I reviewed the documentation on how to extend Caddy and found a section here that primarily focuses on writing an HTTP handler module. While creating an HTTP handler module appears to be straightforward, I believe it may not be feasible to track concurrent WebSocket connections using this approach. The issue is that although an HTTP handler can recognize upgrade requests (as they are HTTP requests), it cannot detect when these connections close since this occurs over the WebSocket protocol (via a close frame). HTTP handler won't interfere with the messages over the WebSocket protocol

I want to clarify that I’m not trying to hijack the conversation, but since you're discussing tracking concurrent connections, I thought it was relevant to raise these difficulties. Can you confirm whether tracking concurrent connections can't be achieved using an HTTP handler as I explained? Additionally, can Caddy provide finer control over the underlying TCP connections that I can use in a module? I can't find much information about the listener_wrapper mentioned here.

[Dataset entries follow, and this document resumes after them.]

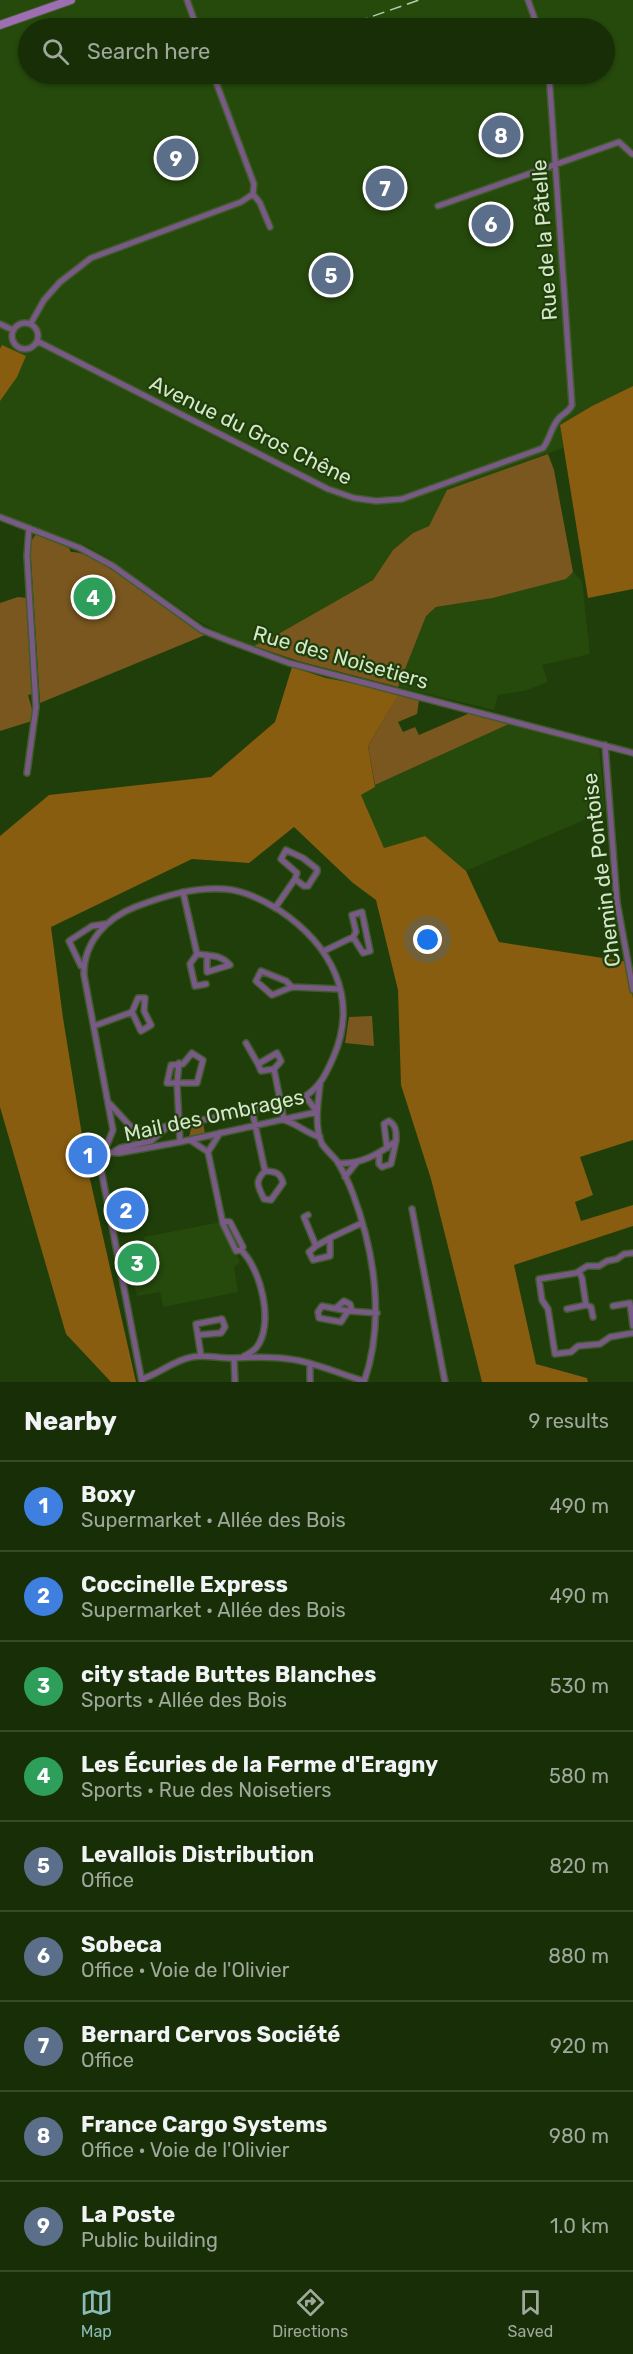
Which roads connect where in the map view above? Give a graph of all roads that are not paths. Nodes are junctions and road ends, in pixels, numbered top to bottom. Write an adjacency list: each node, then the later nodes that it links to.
1 (71, 0): 4 (street)
2 (187, 0): 5 (street)
3 (528, 0): 6 (street)
4 (20, 18)
5 (193, 18)
6 (534, 18)
7 (18, 19): 8 (street)
8 (0, 25)
9 (217, 84): 13 (street)
10 (550, 84): 12 (street, Rue de la Pâtelle)
11 (632, 154): 12 (street)
12 (555, 163): 14 (street); 20 (street, Rue de la Pâtelle)
13 (253, 194): 15 (street); 16 (street)
14 (438, 206)
15 (270, 227)
16 (31, 323): 18 (street); 19 (street)
17 (0, 324): 18 (street)
18 (13, 330): 19 (street)
19 (37, 341): 20 (street, Avenue du Gros Chêne)
20 (572, 405)
21 (0, 517): 22 (street, Rue des Noisetiers)
22 (28, 528): 23 (street, Rue des Noisetiers); 25 (street)
23 (605, 745): 24 (street, Rue des Noisetiers); 38 (street, Chemin de Pontoise)
24 (633, 753)
25 (27, 773)
26 (296, 879): 26 (street); 28 (street)
27 (183, 892): 28 (street); 29 (street); 32 (street)
28 (275, 908): 31 (street)
29 (105, 924): 34 (street); 34 (street)
30 (353, 937): 30 (street); 31 (street)
31 (324, 951): 37 (street)
32 (197, 954): 33 (street); 35 (street)
33 (207, 955): 33 (street)
34 (84, 968): 40 (street)
35 (206, 984)
36 (292, 987): 36 (street); 37 (street)
37 (340, 989): 46 (street)
38 (633, 990)
39 (132, 1012): 39 (street); 40 (street)
40 (94, 1026): 48 (street)
41 (246, 1043): 43 (street)
42 (179, 1063): 45 (street); 45 (street); 45 (street)
43 (258, 1064): 44 (street); 44 (street)
44 (274, 1069): 49 (street)
45 (177, 1084): 53 (street)
46 (320, 1085): 47 (street, Mail des Ombrages); 51 (street)
47 (306, 1096): 49 (street, Mail des Ombrages); 51 (street, Mail des Ombrages)
48 (110, 1104): 55 (street, Mail des Ombrages); 63 (street)
49 (281, 1105): 50 (street, Mail des Ombrages); 52 (street)
50 (252, 1110): 53 (street, Mail des Ombrages); 54 (street)
51 (317, 1112): 52 (street, Mail des Ombrages); 57 (street)
52 (284, 1120): 54 (street, Mail des Ombrages); 57 (street)
53 (179, 1124): 55 (street, Mail des Ombrages); 60 (street)
54 (255, 1126): 56 (street, Mail des Ombrages); 68 (street)
55 (167, 1127): 62 (street)
56 (220, 1133): 58 (street, Mail des Ombrages); 64 (street)
57 (320, 1137): 67 (street)
58 (190, 1139): 60 (street, Mail des Ombrages); 64 (street)
59 (396, 1141): 61 (street); 61 (street); 65 (street)
60 (180, 1142): 62 (street, Mail des Ombrages)
61 (387, 1148): 65 (street)
62 (115, 1151): 63 (street, Mail des Ombrages)
63 (105, 1152): 93 (street)
64 (208, 1152): 86 (street)
65 (379, 1153): 66 (street)
66 (357, 1162): 67 (street); 69 (street)
67 (338, 1163): 69 (street)
68 (265, 1171): 68 (street)
69 (345, 1177): 72 (street)
70 (412, 1209): 97 (street)
71 (308, 1215): 74 (street)
72 (362, 1223): 73 (street); 81 (street)
73 (330, 1238): 74 (street); 74 (street)
74 (316, 1246)
75 (633, 1253): 76 (street)
76 (579, 1272): 77 (street); 84 (street)
77 (586, 1305): 79 (street); 82 (street)
78 (613, 1306): 83 (street)
79 (567, 1309)
80 (350, 1311): 80 (street); 81 (street)
81 (376, 1313): 96 (street)
82 (593, 1317)
83 (633, 1326)
84 (633, 1333)
85 (198, 1335): 85 (street); 87 (street)
86 (256, 1347): 88 (street); 89 (street)
87 (201, 1356): 90 (street); 93 (street)
88 (244, 1356): 89 (street); 90 (street)
89 (263, 1357): 91 (street)
90 (234, 1358): 94 (street)
91 (310, 1364): 92 (street); 95 (street)
92 (347, 1379): 96 (street)
93 (142, 1380)
94 (235, 1382)
95 (310, 1382)
96 (364, 1382)
97 (445, 1382)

sameh-farouk avatar Jan 06 '25 11:01 sameh-farouk

Can you confirm whether tracking concurrent connections can't be achieved using an HTTP handler as I explained?

Depends. The handler doing the upgrade certainly can achieve it. But if another handler is doing the upgrade, the two handlers would have to have some way of sharing state or communicating about it.

Additionally, can Caddy provide finer control over the underlying TCP connections that I can use in a module? I can't find much information about the listener_wrapper mentioned here.

It's less so a Caddy thing and more of the Go standard library. In HTTP handlers, you get access to the underlying net.Conn, but as I was saying above, you'd have to go even below that to complete avoid accepting connections altogether if that was the intended behavior.

mholt avatar Jan 06 '25 18:01 mholt

Upon rereading this, if the goal is to limit concurrency of HTTP requests, not connections, that is probably feasible... basically an atomic counter instead of a ring buffer.

Happy to review a proposal for this if someone would like to try implementing it.